Dans son récent bulletin de sécurité du 19 avril, mis à jour au fil du temps dans le cadre de son enquête en cours, Vercel affirme que les développeurs qui s'appuient sur des ensembles de Clés API de Plateformes tierces, des identifiants de fournisseurs LLM et des appels d'outils sont davantage exposés à ce type d'attaques.

Contrairement aux spéculations des utilisateurs, Vercel n'était pas le point d'entrée initial ; il a été compromis lorsqu'un employé de Context.ai disposant de privilèges d'accès sensibles a été victime d'une violation via une infection par le malware Lumma Stealer.

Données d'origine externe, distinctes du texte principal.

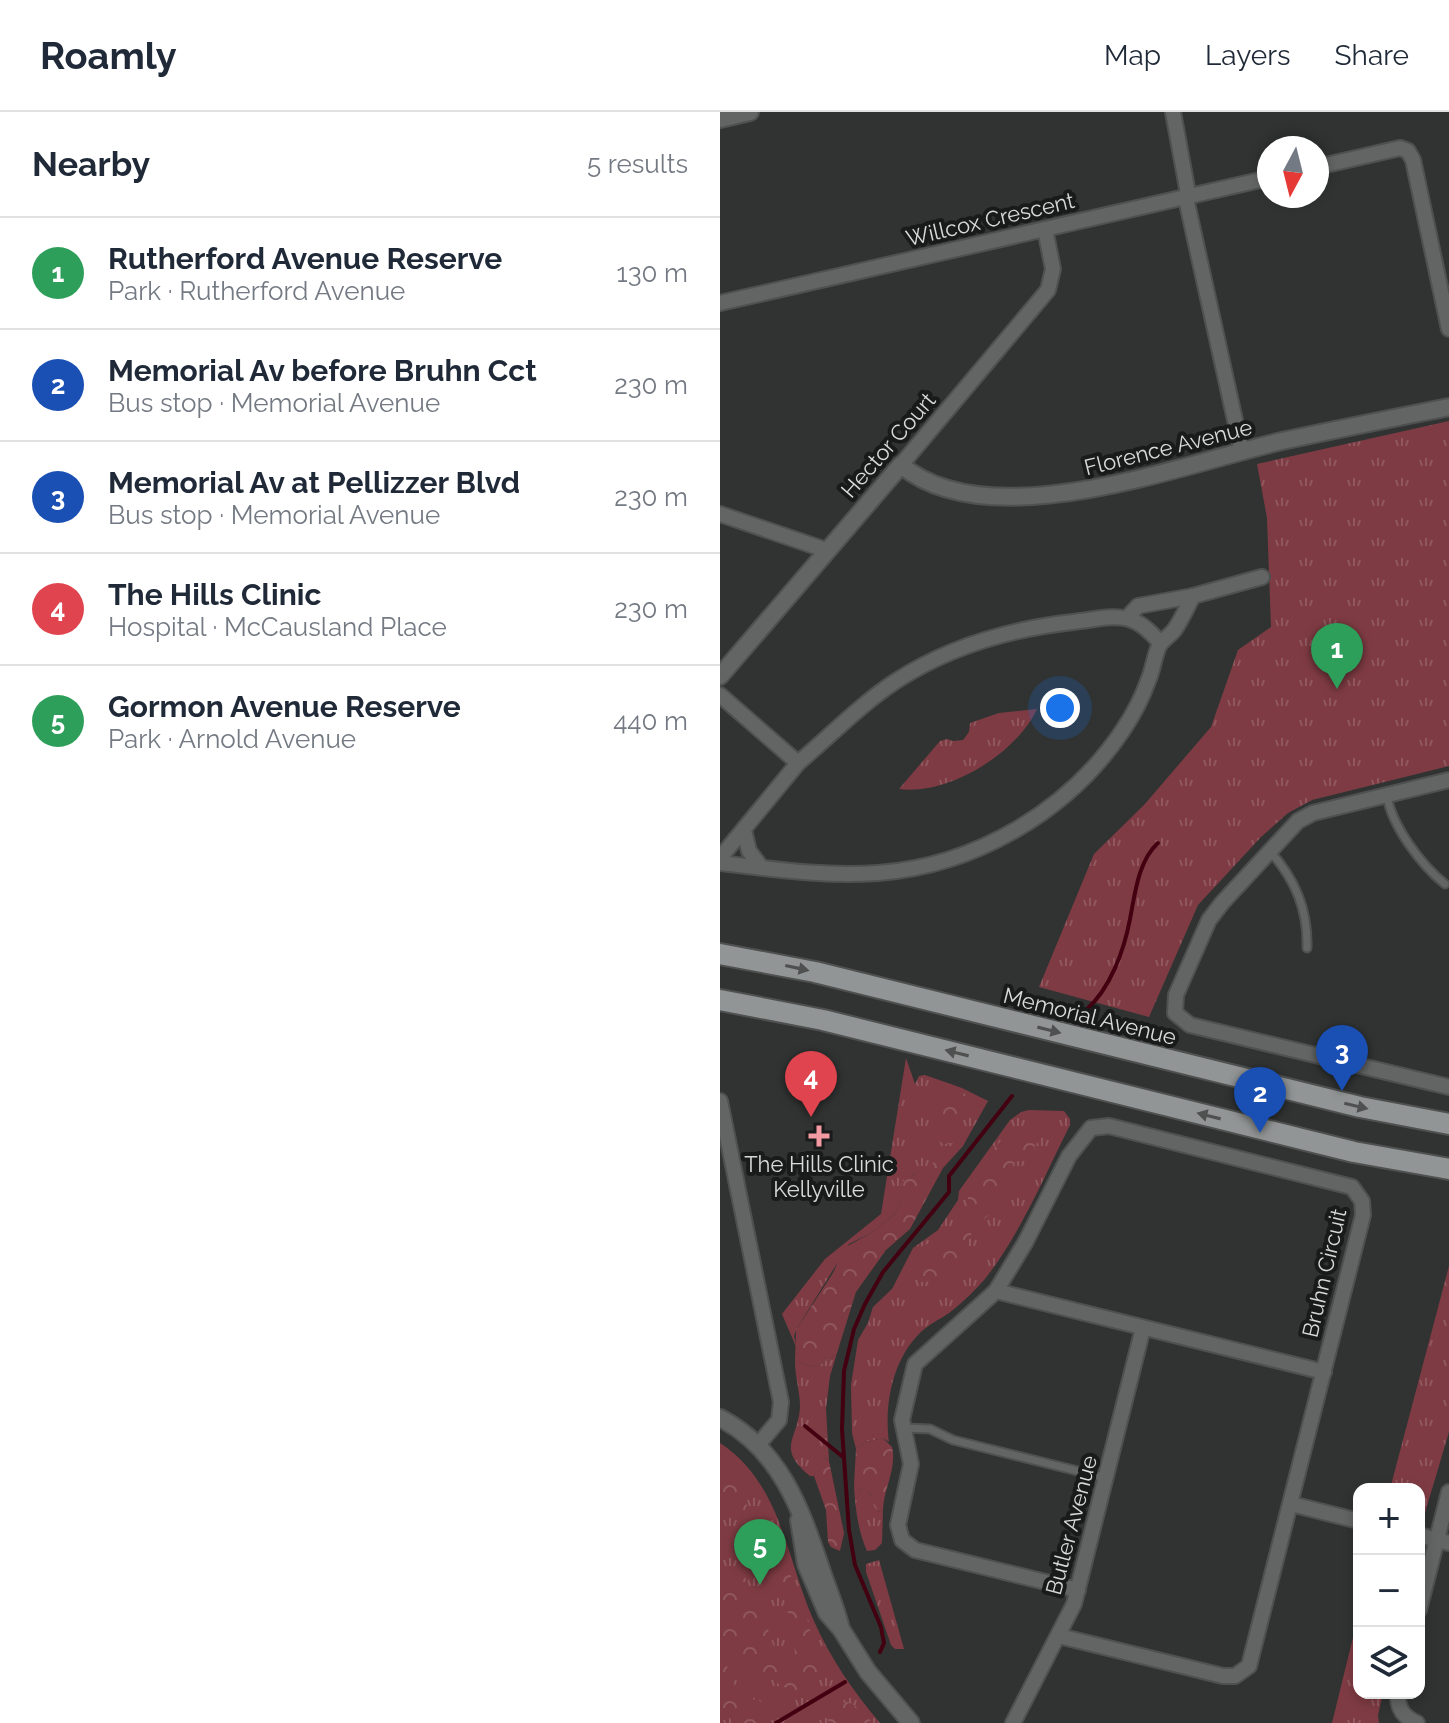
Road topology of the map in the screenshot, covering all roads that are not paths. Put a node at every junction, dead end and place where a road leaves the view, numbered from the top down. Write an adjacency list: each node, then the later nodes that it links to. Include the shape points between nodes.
1 (750, 112): 3 (street)
2 (1173, 112): 6 (street)
3 (720, 119)
4 (1329, 164): 9 (street, via 1400,148 1408,151)
5 (1257, 181): 6 (street, Willcox Crescent)
6 (1187, 197): 7 (street, Willcox Crescent); 11 (street)
7 (1045, 229): 8 (street, Willcox Crescent); 12 (street, Hector Court, via 1053,269 1048,290)
8 (720, 303)
9 (1449, 329)
10 (1449, 407): 11 (street, Florence Avenue)
11 (1242, 452): 12 (street, Florence Avenue, via 1053,496 963,492 928,482)
12 (901, 465): 14 (street, Hector Court)
13 (720, 514): 14 (street)
14 (826, 550): 19 (street, Hector Court)
15 (1262, 577): 16 (street)
16 (1193, 596): 17 (street, via 1138,606); 18 (street, via 1174,631)
17 (1128, 617): 18 (street, via 1146,625); 21 (street, via 1030,627 952,651 895,681)
18 (1160, 643): 27 (street, via 1137,706 1105,753 1054,805 1015,831 923,868 830,873)
19 (720, 676)
20 (720, 695): 21 (street)
21 (798, 763): 24 (street)
22 (1449, 780): 23 (street)
23 (1387, 796): 25 (street, via 1313,813); 28 (lane, via 1389,810 1426,868)
24 (744, 830): 26 (street); 27 (street, via 749,851)
25 (1269, 850): 29 (lane, via 1300,894); 32 (street, via 1209,920 1176,995 1175,1013 1190,1025)
26 (720, 860): 27 (street)
27 (761, 867)
28 (1445, 884)
29 (1307, 948)
30 (720, 954): 34 (main road, Memorial Avenue, one-way to 34, via 815,972 1360,1107)
31 (720, 1000): 35 (main road, one-way to 31, via 1354,1152 823,1020)
32 (1449, 1087)
33 (720, 1101): 41 (street, via 781,1402 779,1420)
34 (1449, 1124)
35 (1449, 1169)
36 (996, 1291): 37 (street); 38 (street, Bruhn Circuit, via 1069,1156 1087,1132 1109,1126 1356,1191 1363,1215); 40 (street, Bruhn Circuit, via 915,1364)
37 (1143, 1328): 38 (street); 42 (street, Butler Avenue)
38 (1324, 1372): 44 (street, Bruhn Circuit)
39 (720, 1418): 41 (street)
40 (903, 1428): 42 (lane, via 930,1429 953,1440); 47 (street, Bruhn Circuit, via 911,1459 898,1525 905,1545)
41 (758, 1445): 51 (street, via 780,1471 799,1510 809,1572 827,1613)
42 (1106, 1478): 47 (street, Butler Avenue)
43 (1449, 1492): 46 (street)
44 (1291, 1504): 45 (street); 49 (street, Bruhn Circuit, via 1254,1655 1241,1674 1223,1676)
45 (1353, 1520)
46 (1443, 1541): 48 (street)
47 (1078, 1590): 49 (street, Butler Avenue)
48 (1425, 1593)
49 (1059, 1636): 52 (street, Butler Avenue)
50 (1398, 1699): 53 (street, via 1403,1715)
51 (911, 1723)
52 (1013, 1723)
53 (1417, 1723)

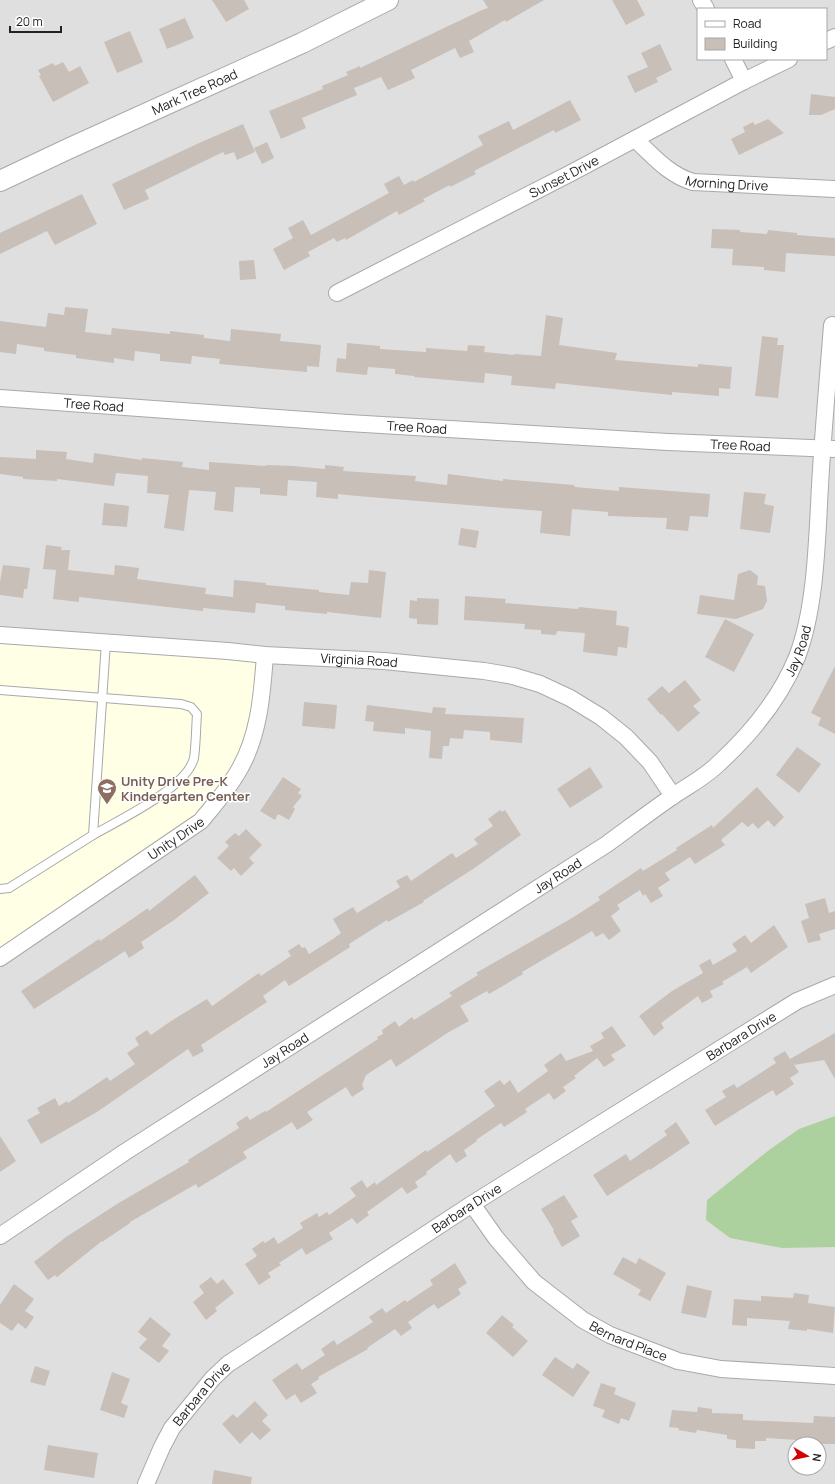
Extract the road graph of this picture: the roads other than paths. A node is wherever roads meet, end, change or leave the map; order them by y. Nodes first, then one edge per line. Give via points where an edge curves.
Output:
1 (388, 0) edge
2 (733, 60) edge
3 (787, 60) edge
4 (744, 81) junction
5 (635, 138) junction
6 (0, 181) edge
7 (835, 189) edge
8 (337, 293) dead end
9 (832, 325) dead end
10 (0, 398) edge
11 (829, 448) edge
12 (0, 635) edge
13 (106, 642) junction
14 (265, 655) junction
15 (0, 690) edge
16 (102, 697) junction
17 (673, 796) junction
18 (93, 835) junction
19 (0, 889) edge
20 (0, 958) edge
21 (835, 985) edge
22 (472, 1204) junction
23 (0, 1236) edge
24 (835, 1376) edge
25 (146, 1484) edge

1 - 6 street, Mark Tree Road via 302,44
2 - 4 street
3 - 4 street, Sunset Drive
4 - 5 street, Sunset Drive
5 - 7 street, Morning Drive via 665,168 692,182
5 - 8 street, Sunset Drive
9 - 11 street, Jay Road
10 - 11 street, Tree Road via 363,424
11 - 17 street, Jay Road via 812,591 797,656 781,690 738,743 715,766
12 - 13 street, Virginia Road
13 - 14 street, Virginia Road
13 - 16 lane
14 - 17 street, Virginia Road via 384,661 484,671 540,684 602,717 620,732 650,762
14 - 20 street, Unity Drive via 262,693 253,738 237,774 201,821
15 - 16 lane
16 - 18 lane
16 - 18 lane via 191,707 196,714 194,759 183,777 162,795
17 - 23 street, Jay Road via 607,844 125,1152
18 - 19 lane via 9,888
21 - 22 street, Barbara Drive via 785,1008
22 - 24 street, Bernard Place via 496,1238 534,1282 583,1320 610,1335 678,1361 721,1370
22 - 25 street, Barbara Drive via 228,1364 213,1378 172,1428

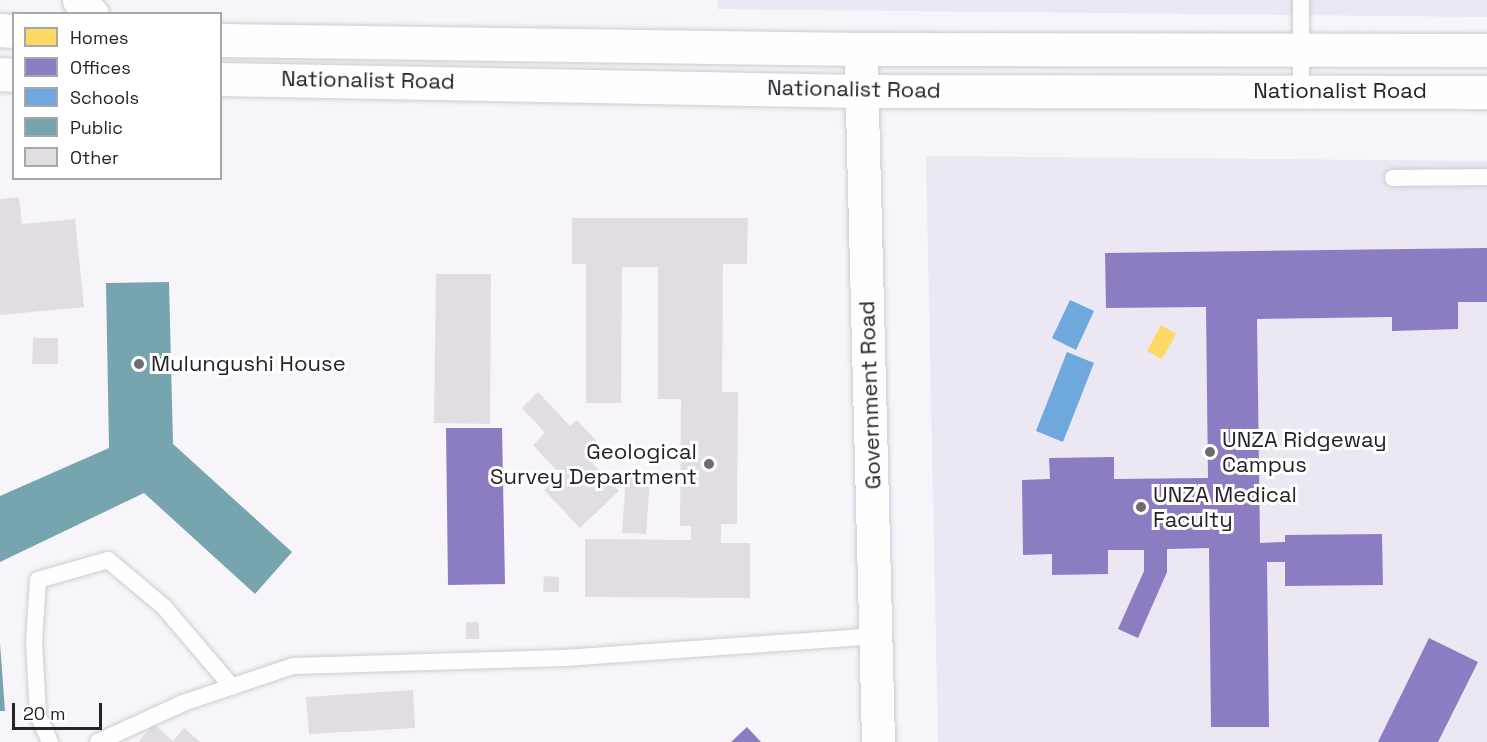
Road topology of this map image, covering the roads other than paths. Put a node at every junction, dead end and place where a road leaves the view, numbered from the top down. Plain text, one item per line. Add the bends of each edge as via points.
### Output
1 (79, 0) edge
2 (1301, 0) edge
3 (90, 12) edge
4 (222, 40) edge
5 (861, 49) junction
6 (1302, 50) junction
7 (1487, 50) edge
8 (222, 79) edge
9 (1301, 90) junction
10 (860, 91) junction
11 (1487, 92) edge
12 (1487, 177) edge
13 (1393, 178) dead end
14 (877, 636) junction
15 (232, 687) junction
16 (50, 742) edge
17 (98, 742) edge
18 (878, 742) edge

1 - 3 main road
2 - 6 lane
4 - 5 main road, Nationalist Road
5 - 6 main road, Nationalist Road
5 - 10 main road, Government Road
6 - 7 main road, Nationalist Road
6 - 9 lane
8 - 10 main road, Nationalist Road
9 - 10 main road, Nationalist Road
9 - 11 main road, Nationalist Road
10 - 14 main road, Government Road
12 - 13 lane
14 - 15 lane via 564,658 293,666
14 - 18 main road, Government Road
15 - 16 lane via 164,607 108,560 38,580 34,642 38,715
15 - 17 lane via 183,702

La violation s'est produite lorsque l'employé a téléchargé un script Roblox Auto-farm et des outils d'exploitation de jeux, qui sont des vecteurs majeurs de propagation du malware. Cette violation a conduit au vol de données utilisateur, notamment les identifiants de connexion Google Workspace et d'autres clés d'accès à des plateformes telles que Supabase, Datadog et Authkit.
L'attaquant a ensuite utilisé un token OAuth volé pour accéder au compte Google Workspace de Vercel. Bien que Vercel ne soit pas un utilisateur de Context.ai, l'un de leurs employés possédait un compte sur la plateforme, créé à l'aide d'un compte entreprise Vercel, et avait, de surcroît, approuvé les autorisations « tout autoriser ».
Pour aggraver les choses, Vercel avait activé ces autorisations étendues au sein de son environnement Google Workspace, facilitant ainsi l'accès.
Une fois à l'intérieur, l'attaquant a procédé au Décryptage des variables d'environnement non sensibles stockées dans le système. Cependant, il n'a pas pu accéder aux données sensibles, car Vercel stocke ces variables d'environnement d'une manière qui empêche leur accès.
Pour les développeurs, la préoccupation réside davantage dans le rayon d'impact que dans ce qui a été enregistré comme volé. La plupart des développeurs craignent que leurs workflows, interconnectés avec des identifiants dans des variables d'environnement en clair, ne soient exposés à cette violation. C'est parce que la plupart des développeurs sur Vercel stockent couramment des clés d'accès importantes dans leurs environnements de déploiement.
De plus, les projets alimentés par l'IA peuvent contenir simultanément une Clé API OpenAI ou Anthropic, une chaîne de connexion à une base de données vectorielle, un secret webhook et un token d'outil Partie tierce, qui ne sont pas signalés par le système comme sensibles car cela nécessite une action manuelle du développeur.
Pour remédier à cet incident, Vercel a mis à jour son produit afin que toutes les variables d'environnement nouvellement créées soient marquées comme sensibles par défaut et ne puissent être rendues non sensibles que par le développeur. Bien que cette évolution soit un pas dans la bonne direction, elle ne compense pas les variables qui ont été volées avant que ce changement ne soit effectué.
Selon Vercel, l'attaque pourrait toucher des centaines d'utilisateurs dans plusieurs organisations, non seulement ses propres systèmes, mais l'ensemble du secteur technologique. En effet, l'application OAuth utilisée dans l'attaque ne se limitait pas à Vercel seul.
Pour réduire les effets de l'attaque, l'équipe de sécurité de Vercel a partagé l'identifiant unique de l'application OAuth compromise, invitant les administrateurs Google Workspace et les titulaires de comptes Google à vérifier si elle avait accès à leurs systèmes.
De plus, Context.ai, avec l'aide de Jaime Blasco, CTO de Nudge Security, a également détecté une autre autorisation OAuth accordée, contenant un accès à Google Drive. Pour éviter tout impact supplémentaire, Context.ai a immédiatement alerté tous les clients concernés et fourni les étapes nécessaires pour prévenir de nouvelles violations.